Subcellular distribution and mobilization of MAC-1 (CD11b/CD18) in neonatal neutrophils.

The CD11b/CD18 (Mac-1) heterodimeric surface glycoprotein contributes to a broad range of adherence-dependent neutrophil inflammatory functions. Previous investigations have indicated that diminished expression or regulation of Mac-1 may underlie abnormalities of stimulated adhesion and chemotaxis of neonatal neutrophils in vitro and inflammatory deficits in human neonates. To define the pathogenic mechanisms contributing to these findings, we compared the distribution and translocation of Mac-1 in subcellular fractions of neonatal and adult neutrophils before and after chemotactic stimulation.
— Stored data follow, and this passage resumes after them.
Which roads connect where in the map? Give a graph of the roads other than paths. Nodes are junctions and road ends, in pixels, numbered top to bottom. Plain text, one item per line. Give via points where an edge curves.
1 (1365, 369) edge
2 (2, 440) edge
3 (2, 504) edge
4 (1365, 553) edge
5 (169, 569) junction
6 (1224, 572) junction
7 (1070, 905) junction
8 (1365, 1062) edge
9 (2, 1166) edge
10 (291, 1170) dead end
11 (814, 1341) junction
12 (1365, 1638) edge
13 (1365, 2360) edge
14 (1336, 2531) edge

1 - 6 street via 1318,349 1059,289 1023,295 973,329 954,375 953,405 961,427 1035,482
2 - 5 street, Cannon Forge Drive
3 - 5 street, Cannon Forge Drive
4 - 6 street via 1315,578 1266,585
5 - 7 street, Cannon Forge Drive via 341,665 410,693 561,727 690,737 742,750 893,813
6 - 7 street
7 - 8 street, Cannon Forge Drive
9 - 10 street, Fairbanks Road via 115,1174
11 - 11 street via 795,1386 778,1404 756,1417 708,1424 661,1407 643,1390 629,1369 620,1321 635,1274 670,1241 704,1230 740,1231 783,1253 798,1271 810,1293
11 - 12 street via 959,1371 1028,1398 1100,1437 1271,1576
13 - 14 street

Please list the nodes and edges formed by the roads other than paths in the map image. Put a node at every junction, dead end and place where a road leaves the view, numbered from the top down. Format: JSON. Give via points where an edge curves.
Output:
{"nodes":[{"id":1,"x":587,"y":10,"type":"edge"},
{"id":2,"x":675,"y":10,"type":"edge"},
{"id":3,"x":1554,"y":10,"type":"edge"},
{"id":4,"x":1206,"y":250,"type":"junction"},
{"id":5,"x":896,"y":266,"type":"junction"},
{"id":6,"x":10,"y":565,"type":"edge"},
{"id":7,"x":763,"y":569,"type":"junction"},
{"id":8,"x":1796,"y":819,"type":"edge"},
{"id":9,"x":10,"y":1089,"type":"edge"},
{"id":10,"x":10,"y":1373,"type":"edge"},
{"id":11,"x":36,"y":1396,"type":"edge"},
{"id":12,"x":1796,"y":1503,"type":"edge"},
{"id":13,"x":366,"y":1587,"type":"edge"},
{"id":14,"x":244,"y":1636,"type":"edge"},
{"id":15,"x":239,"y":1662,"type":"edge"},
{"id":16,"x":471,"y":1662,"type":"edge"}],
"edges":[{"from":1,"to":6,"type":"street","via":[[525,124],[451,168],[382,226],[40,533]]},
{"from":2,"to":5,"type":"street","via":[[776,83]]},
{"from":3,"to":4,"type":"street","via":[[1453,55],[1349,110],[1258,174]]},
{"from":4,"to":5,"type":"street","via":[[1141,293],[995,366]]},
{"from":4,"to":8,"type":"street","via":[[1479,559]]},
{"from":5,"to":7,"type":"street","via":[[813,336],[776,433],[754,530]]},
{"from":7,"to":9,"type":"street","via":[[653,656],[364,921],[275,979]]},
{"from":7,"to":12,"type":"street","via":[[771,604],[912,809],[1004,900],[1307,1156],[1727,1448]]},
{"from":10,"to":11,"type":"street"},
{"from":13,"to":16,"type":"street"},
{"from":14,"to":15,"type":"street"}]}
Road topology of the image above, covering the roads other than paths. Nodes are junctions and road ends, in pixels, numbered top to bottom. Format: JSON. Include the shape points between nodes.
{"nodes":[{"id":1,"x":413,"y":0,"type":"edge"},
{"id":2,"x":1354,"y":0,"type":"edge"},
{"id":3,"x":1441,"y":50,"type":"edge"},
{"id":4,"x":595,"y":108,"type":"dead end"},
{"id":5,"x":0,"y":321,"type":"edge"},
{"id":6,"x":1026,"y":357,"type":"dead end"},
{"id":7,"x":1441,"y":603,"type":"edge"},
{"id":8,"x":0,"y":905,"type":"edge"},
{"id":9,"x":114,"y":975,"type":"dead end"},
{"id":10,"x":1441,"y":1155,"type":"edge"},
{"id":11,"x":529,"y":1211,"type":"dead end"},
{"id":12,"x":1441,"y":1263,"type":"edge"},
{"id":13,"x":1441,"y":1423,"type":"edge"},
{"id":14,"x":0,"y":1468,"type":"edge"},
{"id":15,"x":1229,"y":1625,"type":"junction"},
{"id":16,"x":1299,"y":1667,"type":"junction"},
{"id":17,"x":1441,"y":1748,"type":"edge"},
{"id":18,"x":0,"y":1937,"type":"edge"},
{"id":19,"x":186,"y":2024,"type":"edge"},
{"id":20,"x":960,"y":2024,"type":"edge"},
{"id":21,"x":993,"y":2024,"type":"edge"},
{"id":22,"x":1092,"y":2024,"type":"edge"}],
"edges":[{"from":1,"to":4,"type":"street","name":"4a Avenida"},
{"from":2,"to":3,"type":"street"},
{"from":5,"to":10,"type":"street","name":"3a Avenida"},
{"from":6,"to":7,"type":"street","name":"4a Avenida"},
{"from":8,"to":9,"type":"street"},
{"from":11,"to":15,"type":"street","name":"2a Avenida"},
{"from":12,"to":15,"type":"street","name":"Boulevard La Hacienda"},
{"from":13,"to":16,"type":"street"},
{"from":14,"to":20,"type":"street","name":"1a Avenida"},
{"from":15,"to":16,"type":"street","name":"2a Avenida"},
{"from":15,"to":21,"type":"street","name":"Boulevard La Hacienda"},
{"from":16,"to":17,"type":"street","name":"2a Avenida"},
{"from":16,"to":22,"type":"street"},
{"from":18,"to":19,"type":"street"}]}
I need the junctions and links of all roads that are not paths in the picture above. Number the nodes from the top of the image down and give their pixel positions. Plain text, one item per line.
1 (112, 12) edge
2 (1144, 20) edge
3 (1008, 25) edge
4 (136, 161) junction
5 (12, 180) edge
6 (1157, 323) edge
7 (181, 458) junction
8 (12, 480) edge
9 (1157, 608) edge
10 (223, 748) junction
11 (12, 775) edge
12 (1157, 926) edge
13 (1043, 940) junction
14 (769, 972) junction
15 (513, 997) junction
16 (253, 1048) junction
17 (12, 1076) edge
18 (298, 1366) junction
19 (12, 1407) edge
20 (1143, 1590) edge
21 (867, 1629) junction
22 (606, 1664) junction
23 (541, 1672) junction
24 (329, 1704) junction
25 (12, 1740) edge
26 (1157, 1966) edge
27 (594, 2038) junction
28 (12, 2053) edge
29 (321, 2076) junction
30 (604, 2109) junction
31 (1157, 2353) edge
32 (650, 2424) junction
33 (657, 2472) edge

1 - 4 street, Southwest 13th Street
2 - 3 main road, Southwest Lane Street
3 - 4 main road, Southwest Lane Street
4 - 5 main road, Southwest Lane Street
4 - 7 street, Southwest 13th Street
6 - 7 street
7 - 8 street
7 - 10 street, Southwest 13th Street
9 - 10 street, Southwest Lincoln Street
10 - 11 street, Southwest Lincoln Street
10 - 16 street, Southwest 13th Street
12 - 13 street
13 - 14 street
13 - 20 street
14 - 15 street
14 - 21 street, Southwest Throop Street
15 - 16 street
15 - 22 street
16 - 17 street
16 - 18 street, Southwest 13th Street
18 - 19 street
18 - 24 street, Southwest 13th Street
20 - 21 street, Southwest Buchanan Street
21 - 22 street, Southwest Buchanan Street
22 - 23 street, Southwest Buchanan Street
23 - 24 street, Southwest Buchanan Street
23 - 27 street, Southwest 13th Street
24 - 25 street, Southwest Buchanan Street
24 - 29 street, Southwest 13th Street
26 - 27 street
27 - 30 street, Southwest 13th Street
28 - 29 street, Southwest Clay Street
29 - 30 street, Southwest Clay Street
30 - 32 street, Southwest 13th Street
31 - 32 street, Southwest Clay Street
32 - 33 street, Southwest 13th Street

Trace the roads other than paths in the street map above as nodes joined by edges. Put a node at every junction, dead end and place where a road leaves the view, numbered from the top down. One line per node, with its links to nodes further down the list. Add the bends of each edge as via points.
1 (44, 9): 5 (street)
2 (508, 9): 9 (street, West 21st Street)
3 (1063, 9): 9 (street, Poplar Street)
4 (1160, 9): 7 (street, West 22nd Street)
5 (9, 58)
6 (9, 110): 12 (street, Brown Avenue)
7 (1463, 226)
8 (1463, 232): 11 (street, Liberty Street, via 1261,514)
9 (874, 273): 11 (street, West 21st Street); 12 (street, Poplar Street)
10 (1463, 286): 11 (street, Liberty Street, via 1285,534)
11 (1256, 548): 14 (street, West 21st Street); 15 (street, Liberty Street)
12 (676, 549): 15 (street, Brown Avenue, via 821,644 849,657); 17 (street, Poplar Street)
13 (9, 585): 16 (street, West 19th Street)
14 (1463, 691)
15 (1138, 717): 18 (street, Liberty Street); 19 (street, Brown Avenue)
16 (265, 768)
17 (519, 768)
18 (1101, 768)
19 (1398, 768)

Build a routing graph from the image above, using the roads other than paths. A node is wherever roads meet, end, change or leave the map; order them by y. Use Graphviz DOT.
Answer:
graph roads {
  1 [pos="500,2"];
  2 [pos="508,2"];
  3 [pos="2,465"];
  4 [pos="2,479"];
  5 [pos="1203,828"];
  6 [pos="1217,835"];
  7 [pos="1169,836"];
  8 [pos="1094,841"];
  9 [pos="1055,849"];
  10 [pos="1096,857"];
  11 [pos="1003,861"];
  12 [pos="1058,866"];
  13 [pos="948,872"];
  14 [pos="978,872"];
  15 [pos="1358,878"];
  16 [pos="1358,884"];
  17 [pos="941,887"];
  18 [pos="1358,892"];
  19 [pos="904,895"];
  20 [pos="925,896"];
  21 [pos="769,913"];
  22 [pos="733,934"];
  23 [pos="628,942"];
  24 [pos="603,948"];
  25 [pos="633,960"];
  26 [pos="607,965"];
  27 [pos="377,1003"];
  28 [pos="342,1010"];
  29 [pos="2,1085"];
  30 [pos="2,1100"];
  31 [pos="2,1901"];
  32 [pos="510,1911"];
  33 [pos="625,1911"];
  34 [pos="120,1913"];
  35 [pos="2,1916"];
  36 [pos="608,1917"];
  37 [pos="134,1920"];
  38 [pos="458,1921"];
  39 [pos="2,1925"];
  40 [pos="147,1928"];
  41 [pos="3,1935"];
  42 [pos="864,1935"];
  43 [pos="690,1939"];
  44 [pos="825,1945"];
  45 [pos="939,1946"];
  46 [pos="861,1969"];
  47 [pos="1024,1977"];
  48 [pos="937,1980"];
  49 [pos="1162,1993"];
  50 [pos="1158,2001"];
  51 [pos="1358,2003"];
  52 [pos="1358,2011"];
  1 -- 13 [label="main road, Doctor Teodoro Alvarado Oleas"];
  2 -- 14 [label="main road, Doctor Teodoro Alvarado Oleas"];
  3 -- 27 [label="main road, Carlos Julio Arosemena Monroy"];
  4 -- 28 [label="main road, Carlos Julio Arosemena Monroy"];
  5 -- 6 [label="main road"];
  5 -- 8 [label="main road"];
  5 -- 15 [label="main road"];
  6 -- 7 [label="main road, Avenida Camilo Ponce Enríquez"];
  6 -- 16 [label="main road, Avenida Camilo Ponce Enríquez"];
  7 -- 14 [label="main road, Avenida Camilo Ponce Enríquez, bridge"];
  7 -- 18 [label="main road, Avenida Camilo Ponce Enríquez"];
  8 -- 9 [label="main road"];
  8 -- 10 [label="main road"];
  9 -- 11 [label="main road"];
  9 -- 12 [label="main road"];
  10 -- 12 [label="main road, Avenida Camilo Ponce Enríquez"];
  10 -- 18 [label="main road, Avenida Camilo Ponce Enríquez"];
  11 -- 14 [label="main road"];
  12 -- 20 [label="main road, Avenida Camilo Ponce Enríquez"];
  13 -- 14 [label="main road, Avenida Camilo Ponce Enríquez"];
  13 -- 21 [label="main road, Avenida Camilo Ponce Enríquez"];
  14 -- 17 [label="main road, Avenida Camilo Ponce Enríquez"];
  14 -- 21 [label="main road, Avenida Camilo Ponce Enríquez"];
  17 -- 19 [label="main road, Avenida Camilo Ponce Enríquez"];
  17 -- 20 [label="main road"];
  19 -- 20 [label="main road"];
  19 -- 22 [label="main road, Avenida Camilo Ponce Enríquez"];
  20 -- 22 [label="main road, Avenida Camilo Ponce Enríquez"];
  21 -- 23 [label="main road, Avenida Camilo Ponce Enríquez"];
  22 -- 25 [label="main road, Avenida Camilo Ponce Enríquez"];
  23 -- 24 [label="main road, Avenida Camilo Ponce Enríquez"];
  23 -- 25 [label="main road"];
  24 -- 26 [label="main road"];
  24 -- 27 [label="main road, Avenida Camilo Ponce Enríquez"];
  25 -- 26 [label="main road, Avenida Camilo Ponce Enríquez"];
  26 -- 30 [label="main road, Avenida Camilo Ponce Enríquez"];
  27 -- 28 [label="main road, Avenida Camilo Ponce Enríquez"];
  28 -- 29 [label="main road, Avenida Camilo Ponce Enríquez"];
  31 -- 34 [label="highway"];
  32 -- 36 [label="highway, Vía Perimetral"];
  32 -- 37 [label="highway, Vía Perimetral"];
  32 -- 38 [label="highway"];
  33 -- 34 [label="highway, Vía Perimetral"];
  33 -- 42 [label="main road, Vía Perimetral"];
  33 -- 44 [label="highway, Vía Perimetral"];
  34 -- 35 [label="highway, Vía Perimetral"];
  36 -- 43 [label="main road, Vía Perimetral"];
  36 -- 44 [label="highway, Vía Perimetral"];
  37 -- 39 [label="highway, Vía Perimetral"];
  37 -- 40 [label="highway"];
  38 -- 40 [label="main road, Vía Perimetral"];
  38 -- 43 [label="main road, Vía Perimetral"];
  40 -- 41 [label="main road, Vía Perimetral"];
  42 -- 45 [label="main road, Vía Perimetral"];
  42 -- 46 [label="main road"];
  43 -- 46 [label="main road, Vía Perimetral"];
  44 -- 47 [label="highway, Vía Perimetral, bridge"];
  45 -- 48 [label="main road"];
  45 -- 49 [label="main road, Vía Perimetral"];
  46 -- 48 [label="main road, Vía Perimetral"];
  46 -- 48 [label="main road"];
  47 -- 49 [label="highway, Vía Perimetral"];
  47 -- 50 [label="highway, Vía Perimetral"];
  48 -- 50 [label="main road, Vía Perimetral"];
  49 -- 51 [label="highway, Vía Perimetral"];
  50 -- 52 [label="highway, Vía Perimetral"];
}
The total cell content of Mac-1 and the proportions of Mac-1 in beta fractions (vitamin B12 binding protein-rich granules), pre-gamma fractions (gelatinase-rich granules), or gamma fractions (plasma membrane) of neonatal neutrophils were comparable with those of adult neutrophils. However, after stimulation with N-formyl-methionyl-leucyl-phenylalanine (FMLP; 10 nmol/L, 37 degrees C, 15 minutes), neonatal neutrophils demonstrated (1) diminished translocation of Mac-1 from pre-gamma fractions (P less than .05), and (2) diminished surface expression of Mac-1 (P less than .05), as compared with healthy adult neutrophils. As shown in enzymatic and immunochemical assays, neonatal cells contained significantly (P less than .01) diminished levels of neutrophil gelatinase. In response to FMLP (0.1 to 10 nmol/L, 37 degrees C, 15 minutes), neonatal suspensions also released significantly (P less than .001) less gelatinase, as compared with adult neutrophil suspensions. These observations demonstrate that diminished mobilization of Mac-1 from gelatinase-rich granular pools in neonatal neutrophils is associated with abnormal surface expression of this glycoprotein after chemotactic stimulation. This abnormality may contribute, in part, to abnormal migratory properties of neonatal neutrophils in response to inflammatory stimuli.